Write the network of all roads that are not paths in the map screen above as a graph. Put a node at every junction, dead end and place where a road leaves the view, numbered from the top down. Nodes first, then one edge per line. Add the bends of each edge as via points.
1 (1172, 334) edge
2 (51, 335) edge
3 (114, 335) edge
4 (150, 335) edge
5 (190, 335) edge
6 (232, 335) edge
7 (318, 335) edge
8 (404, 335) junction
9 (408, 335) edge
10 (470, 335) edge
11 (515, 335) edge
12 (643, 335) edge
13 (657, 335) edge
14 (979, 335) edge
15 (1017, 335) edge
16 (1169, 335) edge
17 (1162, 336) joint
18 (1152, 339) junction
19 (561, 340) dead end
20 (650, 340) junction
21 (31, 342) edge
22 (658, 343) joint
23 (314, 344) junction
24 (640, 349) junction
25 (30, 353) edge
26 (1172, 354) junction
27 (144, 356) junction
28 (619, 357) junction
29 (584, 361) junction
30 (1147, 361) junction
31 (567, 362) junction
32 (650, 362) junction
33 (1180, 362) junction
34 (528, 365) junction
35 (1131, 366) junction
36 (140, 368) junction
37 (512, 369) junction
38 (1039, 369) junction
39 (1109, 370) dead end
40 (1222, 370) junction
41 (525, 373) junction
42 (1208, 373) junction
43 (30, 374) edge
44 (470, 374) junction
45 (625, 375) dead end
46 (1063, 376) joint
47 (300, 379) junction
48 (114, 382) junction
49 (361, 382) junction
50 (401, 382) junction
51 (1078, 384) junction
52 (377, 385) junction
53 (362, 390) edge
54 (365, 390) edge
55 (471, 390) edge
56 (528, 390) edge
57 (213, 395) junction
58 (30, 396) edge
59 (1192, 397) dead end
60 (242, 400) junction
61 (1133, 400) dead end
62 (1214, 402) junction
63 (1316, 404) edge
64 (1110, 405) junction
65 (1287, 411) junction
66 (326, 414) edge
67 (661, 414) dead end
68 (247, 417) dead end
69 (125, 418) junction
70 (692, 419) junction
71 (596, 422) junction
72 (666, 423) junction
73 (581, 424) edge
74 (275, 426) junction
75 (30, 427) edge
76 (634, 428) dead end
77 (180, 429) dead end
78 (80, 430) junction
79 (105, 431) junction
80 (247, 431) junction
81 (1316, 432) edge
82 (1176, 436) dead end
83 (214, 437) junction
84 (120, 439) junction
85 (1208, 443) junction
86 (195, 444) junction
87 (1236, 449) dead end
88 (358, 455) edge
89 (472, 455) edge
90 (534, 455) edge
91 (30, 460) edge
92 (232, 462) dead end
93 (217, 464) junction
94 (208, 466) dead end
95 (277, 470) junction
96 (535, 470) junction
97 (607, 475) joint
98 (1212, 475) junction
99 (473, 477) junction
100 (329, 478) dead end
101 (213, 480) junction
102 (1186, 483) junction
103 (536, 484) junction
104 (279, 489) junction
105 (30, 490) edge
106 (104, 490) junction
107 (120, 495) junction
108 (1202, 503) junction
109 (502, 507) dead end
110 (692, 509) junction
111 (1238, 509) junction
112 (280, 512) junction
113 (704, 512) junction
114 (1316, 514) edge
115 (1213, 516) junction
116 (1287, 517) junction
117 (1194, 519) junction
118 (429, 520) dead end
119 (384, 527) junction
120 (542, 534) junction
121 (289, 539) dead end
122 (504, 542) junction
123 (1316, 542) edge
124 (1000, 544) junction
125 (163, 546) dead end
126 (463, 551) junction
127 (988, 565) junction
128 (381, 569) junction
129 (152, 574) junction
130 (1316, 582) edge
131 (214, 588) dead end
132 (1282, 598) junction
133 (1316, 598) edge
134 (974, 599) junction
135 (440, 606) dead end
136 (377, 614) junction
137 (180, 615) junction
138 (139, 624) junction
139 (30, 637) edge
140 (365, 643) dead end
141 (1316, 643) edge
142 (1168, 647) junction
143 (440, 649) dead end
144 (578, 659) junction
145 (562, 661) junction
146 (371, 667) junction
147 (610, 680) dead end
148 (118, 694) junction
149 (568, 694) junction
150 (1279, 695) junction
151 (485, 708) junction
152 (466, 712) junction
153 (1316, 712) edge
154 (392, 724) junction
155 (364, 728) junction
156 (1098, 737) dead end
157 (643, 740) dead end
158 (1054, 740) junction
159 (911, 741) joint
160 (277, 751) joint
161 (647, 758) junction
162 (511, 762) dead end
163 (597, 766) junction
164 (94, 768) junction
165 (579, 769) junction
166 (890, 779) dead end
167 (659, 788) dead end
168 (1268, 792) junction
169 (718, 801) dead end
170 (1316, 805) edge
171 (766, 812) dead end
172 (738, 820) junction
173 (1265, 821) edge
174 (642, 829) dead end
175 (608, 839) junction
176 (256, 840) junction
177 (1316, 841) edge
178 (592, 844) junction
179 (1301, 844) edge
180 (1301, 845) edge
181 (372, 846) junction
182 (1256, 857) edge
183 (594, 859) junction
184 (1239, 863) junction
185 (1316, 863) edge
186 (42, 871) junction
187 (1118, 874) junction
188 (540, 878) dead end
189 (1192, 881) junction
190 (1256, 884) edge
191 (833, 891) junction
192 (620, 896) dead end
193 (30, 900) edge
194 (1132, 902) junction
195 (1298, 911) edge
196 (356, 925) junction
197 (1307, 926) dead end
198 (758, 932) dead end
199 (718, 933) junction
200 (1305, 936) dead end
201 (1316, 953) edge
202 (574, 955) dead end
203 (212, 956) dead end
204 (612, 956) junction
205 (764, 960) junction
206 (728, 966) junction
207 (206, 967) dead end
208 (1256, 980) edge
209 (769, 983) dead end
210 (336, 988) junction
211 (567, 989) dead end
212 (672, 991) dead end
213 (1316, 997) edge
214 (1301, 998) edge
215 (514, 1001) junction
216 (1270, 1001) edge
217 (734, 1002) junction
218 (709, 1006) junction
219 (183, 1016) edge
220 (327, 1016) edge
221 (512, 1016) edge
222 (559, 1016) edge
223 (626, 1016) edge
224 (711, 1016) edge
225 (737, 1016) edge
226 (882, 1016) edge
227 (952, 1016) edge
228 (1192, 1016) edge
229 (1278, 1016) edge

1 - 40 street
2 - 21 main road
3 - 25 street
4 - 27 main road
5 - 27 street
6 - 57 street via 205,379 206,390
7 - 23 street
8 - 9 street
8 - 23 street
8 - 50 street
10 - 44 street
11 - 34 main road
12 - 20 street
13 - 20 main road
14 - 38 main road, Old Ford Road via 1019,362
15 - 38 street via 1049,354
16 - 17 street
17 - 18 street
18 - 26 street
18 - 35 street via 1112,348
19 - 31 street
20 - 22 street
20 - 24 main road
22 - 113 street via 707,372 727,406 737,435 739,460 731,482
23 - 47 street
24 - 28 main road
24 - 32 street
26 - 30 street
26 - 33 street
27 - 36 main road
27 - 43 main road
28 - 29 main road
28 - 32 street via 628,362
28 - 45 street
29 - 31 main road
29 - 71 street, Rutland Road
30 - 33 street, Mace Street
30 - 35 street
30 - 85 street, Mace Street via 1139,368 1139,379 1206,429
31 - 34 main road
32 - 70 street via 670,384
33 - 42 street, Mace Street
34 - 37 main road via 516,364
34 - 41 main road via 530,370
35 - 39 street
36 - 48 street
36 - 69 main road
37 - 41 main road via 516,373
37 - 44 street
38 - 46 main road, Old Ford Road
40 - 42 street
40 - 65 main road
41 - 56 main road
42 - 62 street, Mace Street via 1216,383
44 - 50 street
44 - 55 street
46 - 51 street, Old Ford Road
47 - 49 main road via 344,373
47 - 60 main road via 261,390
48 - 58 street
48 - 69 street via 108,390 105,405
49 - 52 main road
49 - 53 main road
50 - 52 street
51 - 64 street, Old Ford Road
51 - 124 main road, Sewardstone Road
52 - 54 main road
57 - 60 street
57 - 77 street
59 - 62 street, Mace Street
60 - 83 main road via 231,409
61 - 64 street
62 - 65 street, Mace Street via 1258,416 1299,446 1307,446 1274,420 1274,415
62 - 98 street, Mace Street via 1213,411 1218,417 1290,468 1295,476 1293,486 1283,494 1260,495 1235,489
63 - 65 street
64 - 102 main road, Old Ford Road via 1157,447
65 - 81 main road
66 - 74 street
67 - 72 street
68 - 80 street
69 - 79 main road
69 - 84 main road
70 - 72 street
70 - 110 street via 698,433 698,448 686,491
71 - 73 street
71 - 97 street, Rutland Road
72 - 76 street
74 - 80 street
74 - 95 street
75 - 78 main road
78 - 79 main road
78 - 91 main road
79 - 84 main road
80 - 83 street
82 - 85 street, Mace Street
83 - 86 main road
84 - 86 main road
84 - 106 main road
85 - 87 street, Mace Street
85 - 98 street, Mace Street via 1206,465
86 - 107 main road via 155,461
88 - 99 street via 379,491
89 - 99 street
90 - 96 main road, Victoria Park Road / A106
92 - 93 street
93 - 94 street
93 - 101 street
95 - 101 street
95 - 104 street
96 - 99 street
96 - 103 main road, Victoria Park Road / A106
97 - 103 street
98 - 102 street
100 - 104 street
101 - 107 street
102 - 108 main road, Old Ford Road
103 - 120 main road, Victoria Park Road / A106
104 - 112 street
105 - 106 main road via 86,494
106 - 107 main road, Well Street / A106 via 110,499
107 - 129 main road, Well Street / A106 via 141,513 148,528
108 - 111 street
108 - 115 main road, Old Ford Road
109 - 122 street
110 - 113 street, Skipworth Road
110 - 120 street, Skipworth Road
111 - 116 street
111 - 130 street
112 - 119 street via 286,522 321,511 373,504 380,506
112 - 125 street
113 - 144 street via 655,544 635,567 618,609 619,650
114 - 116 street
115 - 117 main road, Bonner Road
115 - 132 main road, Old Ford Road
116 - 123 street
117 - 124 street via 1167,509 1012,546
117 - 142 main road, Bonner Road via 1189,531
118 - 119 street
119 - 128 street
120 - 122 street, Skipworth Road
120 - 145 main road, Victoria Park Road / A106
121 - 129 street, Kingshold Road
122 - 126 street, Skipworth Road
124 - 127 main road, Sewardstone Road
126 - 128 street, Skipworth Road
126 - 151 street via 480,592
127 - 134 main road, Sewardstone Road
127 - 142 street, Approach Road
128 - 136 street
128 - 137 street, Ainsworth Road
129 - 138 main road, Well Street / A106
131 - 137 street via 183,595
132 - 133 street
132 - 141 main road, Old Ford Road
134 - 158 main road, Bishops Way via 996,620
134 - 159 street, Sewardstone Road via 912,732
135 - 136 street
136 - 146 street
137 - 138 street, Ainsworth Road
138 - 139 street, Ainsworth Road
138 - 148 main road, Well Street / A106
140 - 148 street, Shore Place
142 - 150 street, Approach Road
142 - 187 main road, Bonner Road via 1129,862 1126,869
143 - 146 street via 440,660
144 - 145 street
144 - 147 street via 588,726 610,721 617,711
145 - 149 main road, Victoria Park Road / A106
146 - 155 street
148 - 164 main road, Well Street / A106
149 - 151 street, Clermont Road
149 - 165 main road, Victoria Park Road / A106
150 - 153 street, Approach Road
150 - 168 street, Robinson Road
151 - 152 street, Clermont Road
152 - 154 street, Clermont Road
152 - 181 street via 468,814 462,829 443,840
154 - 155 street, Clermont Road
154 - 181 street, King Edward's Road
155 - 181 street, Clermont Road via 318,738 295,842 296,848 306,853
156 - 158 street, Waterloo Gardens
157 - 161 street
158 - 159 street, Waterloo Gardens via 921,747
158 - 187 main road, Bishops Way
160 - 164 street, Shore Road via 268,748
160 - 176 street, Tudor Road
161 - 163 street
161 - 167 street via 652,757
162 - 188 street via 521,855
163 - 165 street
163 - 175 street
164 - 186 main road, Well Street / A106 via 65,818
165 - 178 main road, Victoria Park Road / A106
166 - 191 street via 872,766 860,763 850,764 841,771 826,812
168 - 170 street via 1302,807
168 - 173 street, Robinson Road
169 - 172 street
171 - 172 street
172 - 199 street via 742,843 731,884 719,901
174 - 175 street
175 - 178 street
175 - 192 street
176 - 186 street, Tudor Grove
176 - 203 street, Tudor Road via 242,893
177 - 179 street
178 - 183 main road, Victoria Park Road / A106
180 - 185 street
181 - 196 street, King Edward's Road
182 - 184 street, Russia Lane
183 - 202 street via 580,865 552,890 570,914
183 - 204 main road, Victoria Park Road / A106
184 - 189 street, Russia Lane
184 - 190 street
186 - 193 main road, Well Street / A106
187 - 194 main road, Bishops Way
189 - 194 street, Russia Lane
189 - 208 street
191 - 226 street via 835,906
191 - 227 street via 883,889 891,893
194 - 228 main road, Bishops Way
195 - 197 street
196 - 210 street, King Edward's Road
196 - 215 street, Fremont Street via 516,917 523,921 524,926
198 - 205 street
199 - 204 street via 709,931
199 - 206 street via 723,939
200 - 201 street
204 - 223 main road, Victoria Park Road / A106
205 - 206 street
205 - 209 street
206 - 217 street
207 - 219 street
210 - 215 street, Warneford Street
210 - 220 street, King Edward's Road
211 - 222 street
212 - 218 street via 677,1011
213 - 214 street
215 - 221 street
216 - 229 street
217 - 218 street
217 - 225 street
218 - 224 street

::::

WORK REQUIRED >> Copy every line from the material in which the word "Robinson" can be found.

ANSWER >>
150 - 168 street, Robinson Road
168 - 173 street, Robinson Road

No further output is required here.